- **DATA SUPPLIED**
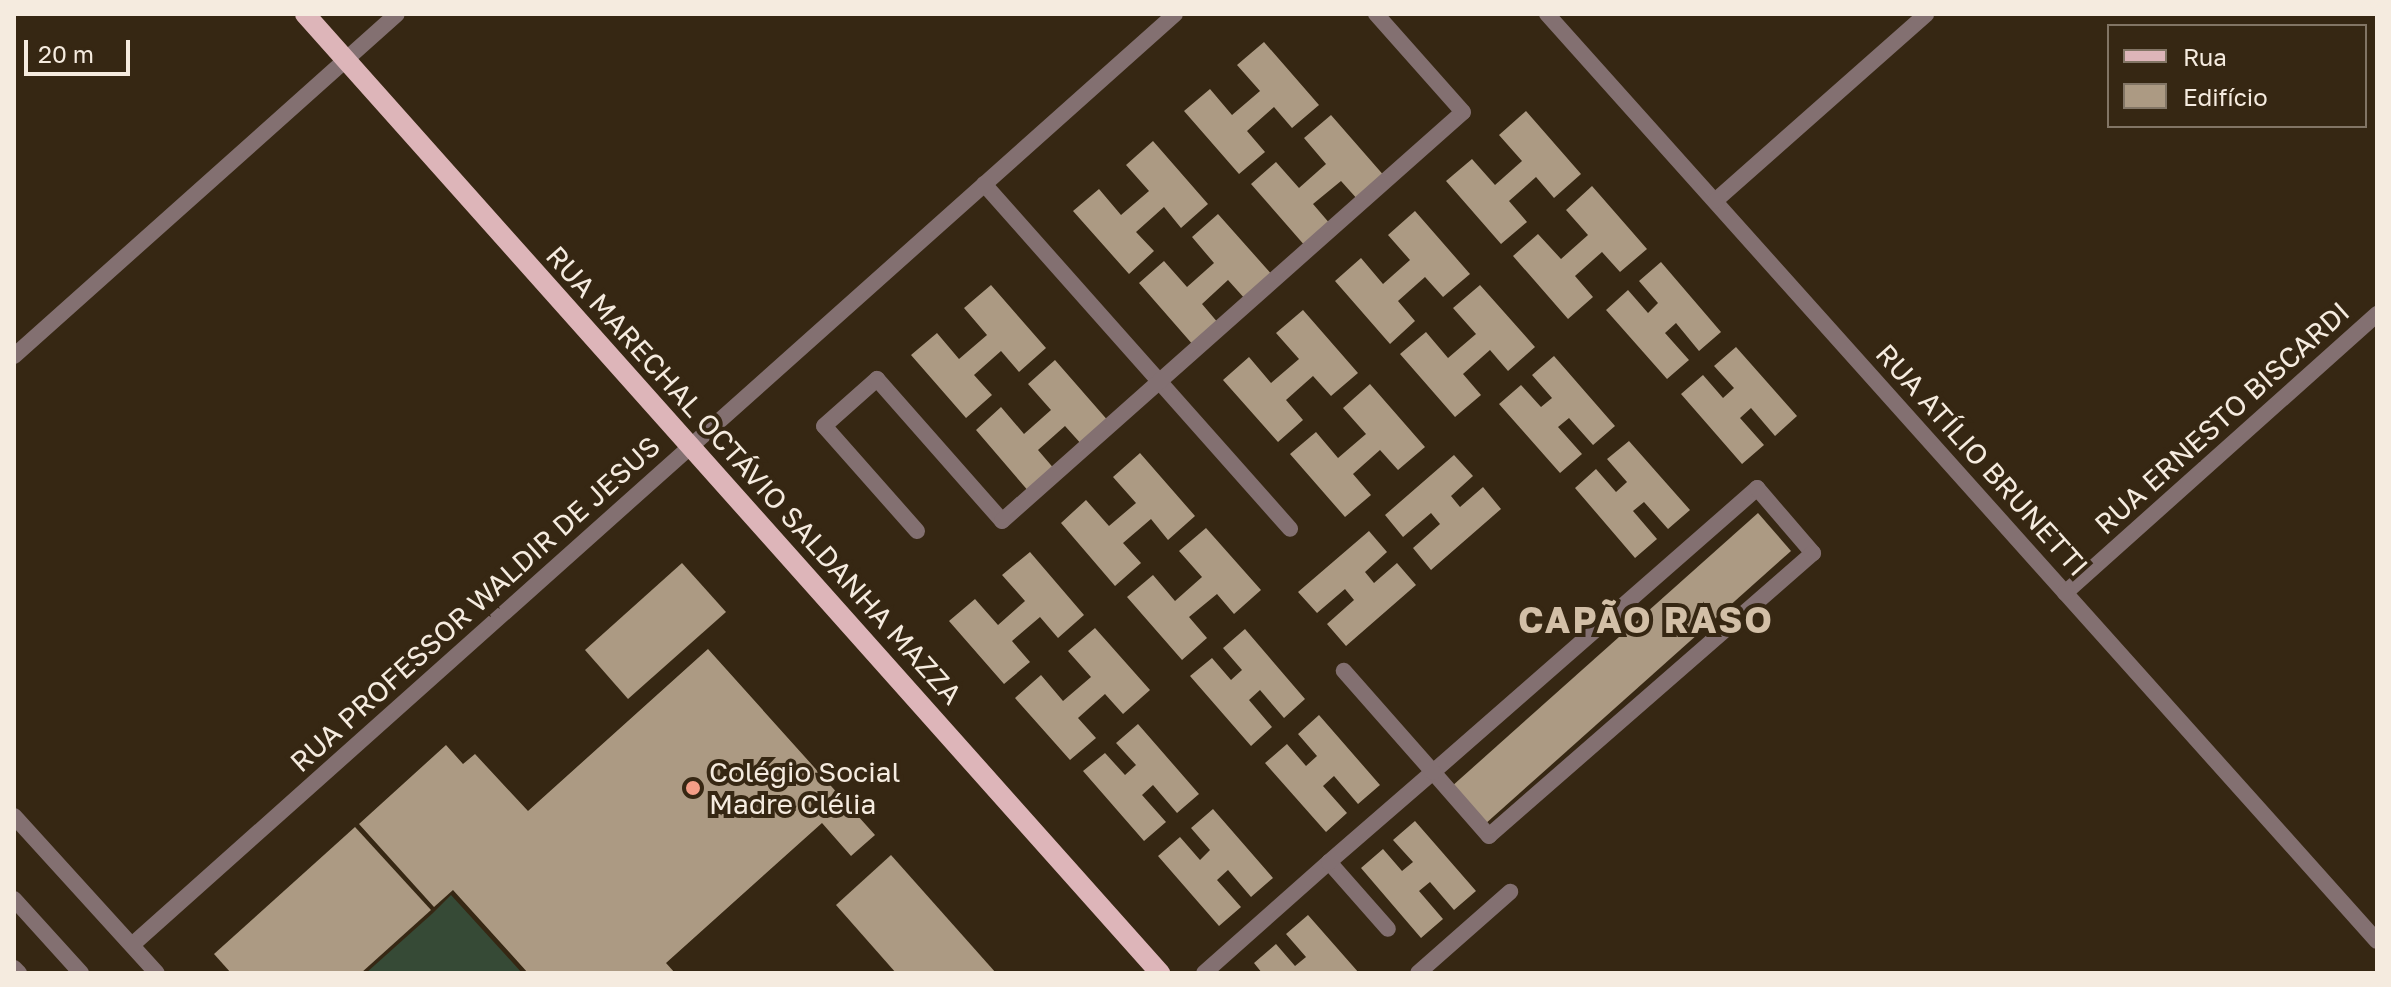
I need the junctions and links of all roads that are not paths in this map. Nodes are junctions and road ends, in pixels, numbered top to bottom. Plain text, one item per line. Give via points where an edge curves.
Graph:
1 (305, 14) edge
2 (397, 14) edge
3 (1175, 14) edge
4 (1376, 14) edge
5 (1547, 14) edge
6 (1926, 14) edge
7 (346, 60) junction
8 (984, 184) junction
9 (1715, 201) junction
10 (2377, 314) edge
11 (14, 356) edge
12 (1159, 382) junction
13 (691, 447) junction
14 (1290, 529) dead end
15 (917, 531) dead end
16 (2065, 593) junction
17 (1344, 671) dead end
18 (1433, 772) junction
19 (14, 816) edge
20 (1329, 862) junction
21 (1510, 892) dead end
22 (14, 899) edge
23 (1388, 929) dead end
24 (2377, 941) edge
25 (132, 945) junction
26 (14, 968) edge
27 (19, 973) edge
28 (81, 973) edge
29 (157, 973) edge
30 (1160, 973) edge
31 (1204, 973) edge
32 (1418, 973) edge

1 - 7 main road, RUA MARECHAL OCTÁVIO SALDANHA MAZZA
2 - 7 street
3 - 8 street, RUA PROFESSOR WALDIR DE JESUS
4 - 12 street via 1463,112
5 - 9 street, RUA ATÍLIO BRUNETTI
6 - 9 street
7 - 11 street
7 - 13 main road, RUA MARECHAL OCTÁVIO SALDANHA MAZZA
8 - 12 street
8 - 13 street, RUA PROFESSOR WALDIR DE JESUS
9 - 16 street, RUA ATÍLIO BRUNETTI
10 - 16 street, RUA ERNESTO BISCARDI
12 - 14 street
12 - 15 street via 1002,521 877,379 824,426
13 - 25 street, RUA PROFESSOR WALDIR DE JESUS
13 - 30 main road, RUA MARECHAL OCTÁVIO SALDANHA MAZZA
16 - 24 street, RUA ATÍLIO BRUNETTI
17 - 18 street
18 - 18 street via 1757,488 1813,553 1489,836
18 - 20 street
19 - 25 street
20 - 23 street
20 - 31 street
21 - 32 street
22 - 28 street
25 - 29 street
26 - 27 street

- **WHAT YOU SHOULD DO**
Set down every entry above again exactly, dropping each picture.

- **ANSWER TO THE PROBLEM**
I need the junctions and links of all roads that are not paths in this map. Nodes are junctions and road ends, in pixels, numbered top to bottom. Plain text, one item per line. Give via points where an edge curves.
Graph:
1 (305, 14) edge
2 (397, 14) edge
3 (1175, 14) edge
4 (1376, 14) edge
5 (1547, 14) edge
6 (1926, 14) edge
7 (346, 60) junction
8 (984, 184) junction
9 (1715, 201) junction
10 (2377, 314) edge
11 (14, 356) edge
12 (1159, 382) junction
13 (691, 447) junction
14 (1290, 529) dead end
15 (917, 531) dead end
16 (2065, 593) junction
17 (1344, 671) dead end
18 (1433, 772) junction
19 (14, 816) edge
20 (1329, 862) junction
21 (1510, 892) dead end
22 (14, 899) edge
23 (1388, 929) dead end
24 (2377, 941) edge
25 (132, 945) junction
26 (14, 968) edge
27 (19, 973) edge
28 (81, 973) edge
29 (157, 973) edge
30 (1160, 973) edge
31 (1204, 973) edge
32 (1418, 973) edge

1 - 7 main road, RUA MARECHAL OCTÁVIO SALDANHA MAZZA
2 - 7 street
3 - 8 street, RUA PROFESSOR WALDIR DE JESUS
4 - 12 street via 1463,112
5 - 9 street, RUA ATÍLIO BRUNETTI
6 - 9 street
7 - 11 street
7 - 13 main road, RUA MARECHAL OCTÁVIO SALDANHA MAZZA
8 - 12 street
8 - 13 street, RUA PROFESSOR WALDIR DE JESUS
9 - 16 street, RUA ATÍLIO BRUNETTI
10 - 16 street, RUA ERNESTO BISCARDI
12 - 14 street
12 - 15 street via 1002,521 877,379 824,426
13 - 25 street, RUA PROFESSOR WALDIR DE JESUS
13 - 30 main road, RUA MARECHAL OCTÁVIO SALDANHA MAZZA
16 - 24 street, RUA ATÍLIO BRUNETTI
17 - 18 street
18 - 18 street via 1757,488 1813,553 1489,836
18 - 20 street
19 - 25 street
20 - 23 street
20 - 31 street
21 - 32 street
22 - 28 street
25 - 29 street
26 - 27 street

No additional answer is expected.